[Saved data entries]
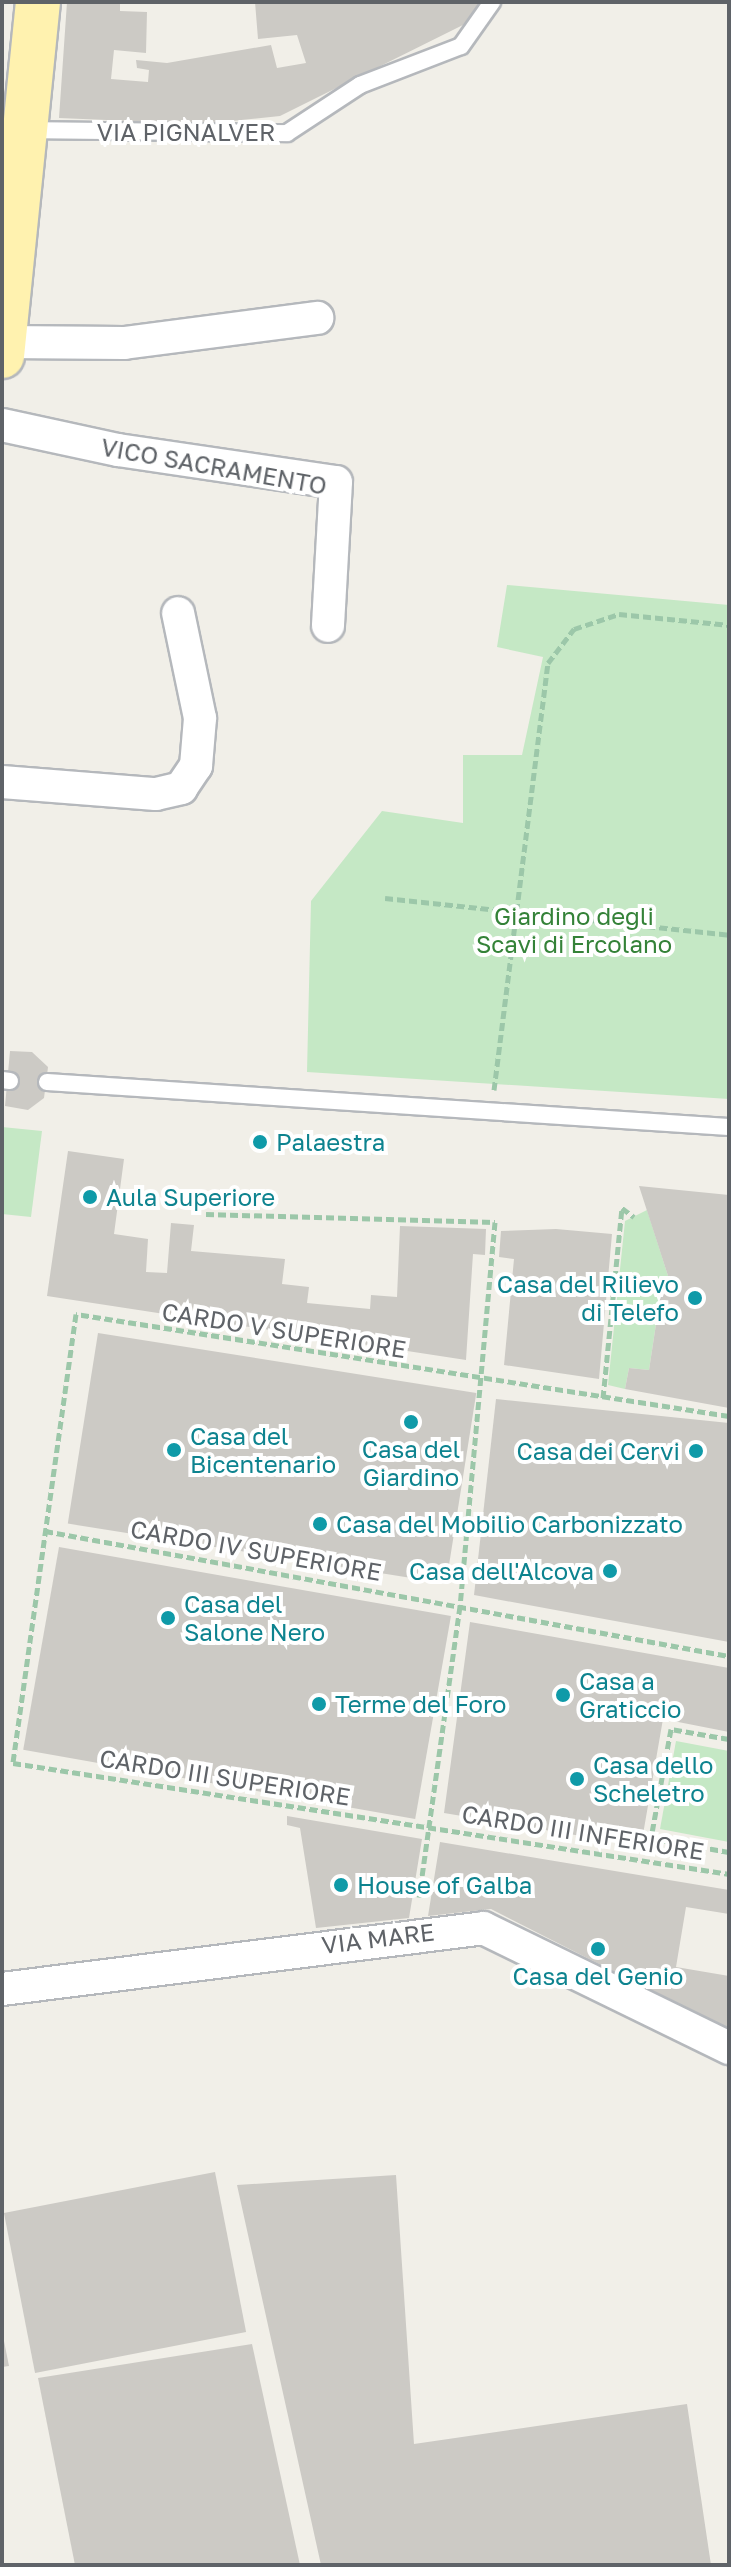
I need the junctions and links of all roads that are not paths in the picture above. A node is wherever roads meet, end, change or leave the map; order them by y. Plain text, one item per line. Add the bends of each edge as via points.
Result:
1 (38, 2) edge
2 (492, 2) edge
3 (29, 130) junction
4 (12, 200) edge
5 (317, 318) dead end
6 (3, 349) edge
7 (2, 425) edge
8 (178, 613) dead end
9 (328, 626) dead end
10 (2, 782) edge
11 (47, 1082) dead end
12 (729, 1127) edge
13 (2, 1989) edge
14 (729, 2048) edge

1 - 3 main road
2 - 3 lane, VIA PIGNALVER via 461,46 360,85 287,133
3 - 4 main road
4 - 6 main road
5 - 6 street via 124,343
7 - 9 street, VICO SACRAMENTO via 336,482
8 - 10 street via 200,718 196,766 181,788 156,794
11 - 12 lane
13 - 14 street, VIA MARE via 483,1928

§ **Your objective**: An exact restatement of every record is required. Omit the images.

§ **Answer to the exercise**:
I need the junctions and links of all roads that are not paths in the picture above. A node is wherever roads meet, end, change or leave the map; order them by y. Plain text, one item per line. Add the bends of each edge as via points.
Result:
1 (38, 2) edge
2 (492, 2) edge
3 (29, 130) junction
4 (12, 200) edge
5 (317, 318) dead end
6 (3, 349) edge
7 (2, 425) edge
8 (178, 613) dead end
9 (328, 626) dead end
10 (2, 782) edge
11 (47, 1082) dead end
12 (729, 1127) edge
13 (2, 1989) edge
14 (729, 2048) edge

1 - 3 main road
2 - 3 lane, VIA PIGNALVER via 461,46 360,85 287,133
3 - 4 main road
4 - 6 main road
5 - 6 street via 124,343
7 - 9 street, VICO SACRAMENTO via 336,482
8 - 10 street via 200,718 196,766 181,788 156,794
11 - 12 lane
13 - 14 street, VIA MARE via 483,1928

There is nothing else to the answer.